Stored entries:
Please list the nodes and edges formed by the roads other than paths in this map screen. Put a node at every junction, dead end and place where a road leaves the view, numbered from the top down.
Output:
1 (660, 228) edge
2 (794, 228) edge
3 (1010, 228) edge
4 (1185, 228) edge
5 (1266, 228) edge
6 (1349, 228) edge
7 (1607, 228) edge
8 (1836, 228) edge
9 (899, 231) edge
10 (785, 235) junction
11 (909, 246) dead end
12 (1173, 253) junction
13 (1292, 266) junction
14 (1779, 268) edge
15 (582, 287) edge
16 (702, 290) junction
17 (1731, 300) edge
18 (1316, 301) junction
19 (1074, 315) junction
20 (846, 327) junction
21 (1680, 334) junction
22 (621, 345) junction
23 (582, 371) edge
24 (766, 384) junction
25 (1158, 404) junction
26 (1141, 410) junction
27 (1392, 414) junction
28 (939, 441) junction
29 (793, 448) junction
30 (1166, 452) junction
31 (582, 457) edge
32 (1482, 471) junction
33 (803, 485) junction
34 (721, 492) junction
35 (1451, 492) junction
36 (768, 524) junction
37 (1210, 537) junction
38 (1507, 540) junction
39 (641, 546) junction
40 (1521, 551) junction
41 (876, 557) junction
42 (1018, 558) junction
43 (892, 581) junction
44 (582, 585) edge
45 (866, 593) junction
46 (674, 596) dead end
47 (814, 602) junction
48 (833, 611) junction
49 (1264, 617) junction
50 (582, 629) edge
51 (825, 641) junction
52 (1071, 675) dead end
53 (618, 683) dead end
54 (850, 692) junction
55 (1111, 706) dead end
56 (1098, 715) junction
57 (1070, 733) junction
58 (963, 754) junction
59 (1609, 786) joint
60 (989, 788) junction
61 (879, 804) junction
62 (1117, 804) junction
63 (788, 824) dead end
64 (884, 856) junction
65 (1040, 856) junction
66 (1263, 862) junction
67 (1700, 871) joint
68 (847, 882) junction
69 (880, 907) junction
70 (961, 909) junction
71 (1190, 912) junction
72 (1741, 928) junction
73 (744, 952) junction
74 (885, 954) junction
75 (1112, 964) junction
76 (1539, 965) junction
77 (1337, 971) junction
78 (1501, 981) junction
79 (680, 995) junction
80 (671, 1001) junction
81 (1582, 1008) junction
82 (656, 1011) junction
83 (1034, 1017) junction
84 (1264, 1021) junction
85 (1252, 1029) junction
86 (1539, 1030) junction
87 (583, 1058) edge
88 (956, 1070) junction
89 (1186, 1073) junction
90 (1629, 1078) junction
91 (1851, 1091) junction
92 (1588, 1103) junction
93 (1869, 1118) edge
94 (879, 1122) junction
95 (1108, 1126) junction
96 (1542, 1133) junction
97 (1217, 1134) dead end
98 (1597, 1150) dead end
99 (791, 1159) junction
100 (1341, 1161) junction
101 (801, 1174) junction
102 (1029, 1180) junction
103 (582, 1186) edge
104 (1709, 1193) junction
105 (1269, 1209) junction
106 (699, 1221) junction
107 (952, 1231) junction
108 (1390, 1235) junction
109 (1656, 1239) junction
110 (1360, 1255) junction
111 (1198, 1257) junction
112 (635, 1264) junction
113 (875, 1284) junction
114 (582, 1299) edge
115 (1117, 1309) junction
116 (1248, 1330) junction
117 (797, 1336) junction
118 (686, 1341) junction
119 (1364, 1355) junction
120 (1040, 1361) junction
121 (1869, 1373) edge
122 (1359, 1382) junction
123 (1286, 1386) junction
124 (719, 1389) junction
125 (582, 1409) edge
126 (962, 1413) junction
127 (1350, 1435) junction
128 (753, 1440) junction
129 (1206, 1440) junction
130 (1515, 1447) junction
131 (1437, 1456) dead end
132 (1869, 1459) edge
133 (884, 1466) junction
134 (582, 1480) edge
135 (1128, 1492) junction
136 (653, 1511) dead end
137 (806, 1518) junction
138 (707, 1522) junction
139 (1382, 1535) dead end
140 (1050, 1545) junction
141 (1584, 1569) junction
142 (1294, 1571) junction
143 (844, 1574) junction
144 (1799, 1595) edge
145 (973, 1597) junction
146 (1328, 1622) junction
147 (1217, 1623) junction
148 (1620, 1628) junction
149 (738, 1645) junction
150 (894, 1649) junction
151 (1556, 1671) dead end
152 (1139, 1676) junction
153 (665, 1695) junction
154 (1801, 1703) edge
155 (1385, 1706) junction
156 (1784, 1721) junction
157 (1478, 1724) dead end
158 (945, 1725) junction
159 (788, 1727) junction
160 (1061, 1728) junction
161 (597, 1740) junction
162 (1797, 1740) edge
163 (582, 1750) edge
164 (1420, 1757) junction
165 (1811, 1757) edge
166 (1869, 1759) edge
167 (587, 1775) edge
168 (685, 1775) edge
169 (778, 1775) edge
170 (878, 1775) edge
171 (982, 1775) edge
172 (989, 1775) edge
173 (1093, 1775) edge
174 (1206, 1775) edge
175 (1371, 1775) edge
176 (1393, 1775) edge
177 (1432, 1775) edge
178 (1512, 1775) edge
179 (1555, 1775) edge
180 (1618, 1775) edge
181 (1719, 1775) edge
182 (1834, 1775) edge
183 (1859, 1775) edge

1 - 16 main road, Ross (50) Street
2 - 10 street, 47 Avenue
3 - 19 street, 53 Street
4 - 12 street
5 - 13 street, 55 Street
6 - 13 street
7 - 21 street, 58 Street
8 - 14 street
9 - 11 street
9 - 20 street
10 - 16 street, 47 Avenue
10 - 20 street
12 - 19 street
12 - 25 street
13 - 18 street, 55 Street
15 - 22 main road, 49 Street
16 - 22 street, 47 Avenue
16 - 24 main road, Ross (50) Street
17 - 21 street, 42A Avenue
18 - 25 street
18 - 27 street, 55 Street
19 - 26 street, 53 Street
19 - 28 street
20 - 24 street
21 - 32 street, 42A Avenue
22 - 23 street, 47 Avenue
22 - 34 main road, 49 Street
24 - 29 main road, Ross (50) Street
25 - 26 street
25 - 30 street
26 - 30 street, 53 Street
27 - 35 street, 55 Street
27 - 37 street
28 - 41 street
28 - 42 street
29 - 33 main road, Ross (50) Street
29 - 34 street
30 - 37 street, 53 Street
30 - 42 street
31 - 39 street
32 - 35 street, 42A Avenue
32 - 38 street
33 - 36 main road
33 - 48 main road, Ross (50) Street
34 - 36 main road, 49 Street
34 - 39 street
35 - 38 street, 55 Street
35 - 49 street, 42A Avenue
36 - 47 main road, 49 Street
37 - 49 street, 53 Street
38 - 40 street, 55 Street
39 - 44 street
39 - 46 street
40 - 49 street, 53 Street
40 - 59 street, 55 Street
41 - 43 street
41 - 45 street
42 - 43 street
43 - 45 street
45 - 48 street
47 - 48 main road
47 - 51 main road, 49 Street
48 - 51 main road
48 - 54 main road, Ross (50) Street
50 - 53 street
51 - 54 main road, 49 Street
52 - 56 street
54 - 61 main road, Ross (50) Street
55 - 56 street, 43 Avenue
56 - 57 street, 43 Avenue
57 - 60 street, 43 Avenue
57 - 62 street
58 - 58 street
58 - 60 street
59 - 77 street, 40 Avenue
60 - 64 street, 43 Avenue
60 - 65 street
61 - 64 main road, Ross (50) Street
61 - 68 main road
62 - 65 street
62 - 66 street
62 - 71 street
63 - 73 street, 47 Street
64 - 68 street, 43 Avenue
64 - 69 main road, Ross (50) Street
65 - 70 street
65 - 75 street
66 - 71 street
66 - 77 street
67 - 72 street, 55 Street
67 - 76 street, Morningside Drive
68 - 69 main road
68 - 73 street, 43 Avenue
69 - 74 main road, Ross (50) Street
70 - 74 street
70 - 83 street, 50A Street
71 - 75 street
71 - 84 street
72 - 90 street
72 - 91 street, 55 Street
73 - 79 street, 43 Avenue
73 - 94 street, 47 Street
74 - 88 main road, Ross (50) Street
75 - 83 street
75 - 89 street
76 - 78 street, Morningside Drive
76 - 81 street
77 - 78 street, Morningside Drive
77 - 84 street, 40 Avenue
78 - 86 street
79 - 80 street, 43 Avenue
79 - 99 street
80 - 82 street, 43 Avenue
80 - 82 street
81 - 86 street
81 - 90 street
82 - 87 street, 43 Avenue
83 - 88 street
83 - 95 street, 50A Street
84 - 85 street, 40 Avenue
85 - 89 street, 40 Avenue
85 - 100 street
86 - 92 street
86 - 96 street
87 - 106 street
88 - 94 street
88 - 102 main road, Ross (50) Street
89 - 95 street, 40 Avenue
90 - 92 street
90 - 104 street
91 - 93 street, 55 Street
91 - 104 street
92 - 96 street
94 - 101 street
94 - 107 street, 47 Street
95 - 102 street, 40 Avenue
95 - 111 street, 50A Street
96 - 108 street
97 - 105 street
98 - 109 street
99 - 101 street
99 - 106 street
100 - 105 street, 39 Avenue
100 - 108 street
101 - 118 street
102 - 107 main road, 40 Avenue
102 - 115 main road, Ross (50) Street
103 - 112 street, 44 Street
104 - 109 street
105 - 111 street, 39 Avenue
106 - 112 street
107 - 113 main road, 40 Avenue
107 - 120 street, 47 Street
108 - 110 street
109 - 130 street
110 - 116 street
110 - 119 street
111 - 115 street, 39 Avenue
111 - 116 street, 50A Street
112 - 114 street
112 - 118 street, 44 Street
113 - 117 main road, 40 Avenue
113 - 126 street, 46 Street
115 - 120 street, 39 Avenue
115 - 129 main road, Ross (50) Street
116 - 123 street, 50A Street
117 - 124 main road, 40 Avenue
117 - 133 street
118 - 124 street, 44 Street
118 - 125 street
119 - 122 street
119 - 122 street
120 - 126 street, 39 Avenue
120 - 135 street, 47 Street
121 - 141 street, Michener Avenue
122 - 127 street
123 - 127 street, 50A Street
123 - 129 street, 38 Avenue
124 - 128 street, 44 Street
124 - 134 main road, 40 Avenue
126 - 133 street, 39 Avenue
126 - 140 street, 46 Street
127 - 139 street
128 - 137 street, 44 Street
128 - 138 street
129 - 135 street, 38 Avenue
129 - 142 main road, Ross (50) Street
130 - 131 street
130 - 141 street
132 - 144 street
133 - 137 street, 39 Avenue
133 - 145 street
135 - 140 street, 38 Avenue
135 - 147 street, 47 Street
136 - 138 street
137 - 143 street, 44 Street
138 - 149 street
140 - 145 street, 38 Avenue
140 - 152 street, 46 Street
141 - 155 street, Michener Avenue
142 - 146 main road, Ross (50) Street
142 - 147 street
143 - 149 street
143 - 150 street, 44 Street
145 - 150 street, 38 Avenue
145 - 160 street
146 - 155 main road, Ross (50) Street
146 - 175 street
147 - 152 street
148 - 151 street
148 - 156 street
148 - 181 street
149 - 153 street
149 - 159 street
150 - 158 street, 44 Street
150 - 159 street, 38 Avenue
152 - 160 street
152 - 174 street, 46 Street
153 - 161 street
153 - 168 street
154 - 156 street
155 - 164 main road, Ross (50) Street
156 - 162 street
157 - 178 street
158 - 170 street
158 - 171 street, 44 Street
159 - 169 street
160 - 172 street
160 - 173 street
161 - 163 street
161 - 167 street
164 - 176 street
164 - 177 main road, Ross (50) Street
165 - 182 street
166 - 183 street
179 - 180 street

### Exercise details:
Show the lines in the entries above that include the string "Michener".

### Problem solution:
121 - 141 street, Michener Avenue
141 - 155 street, Michener Avenue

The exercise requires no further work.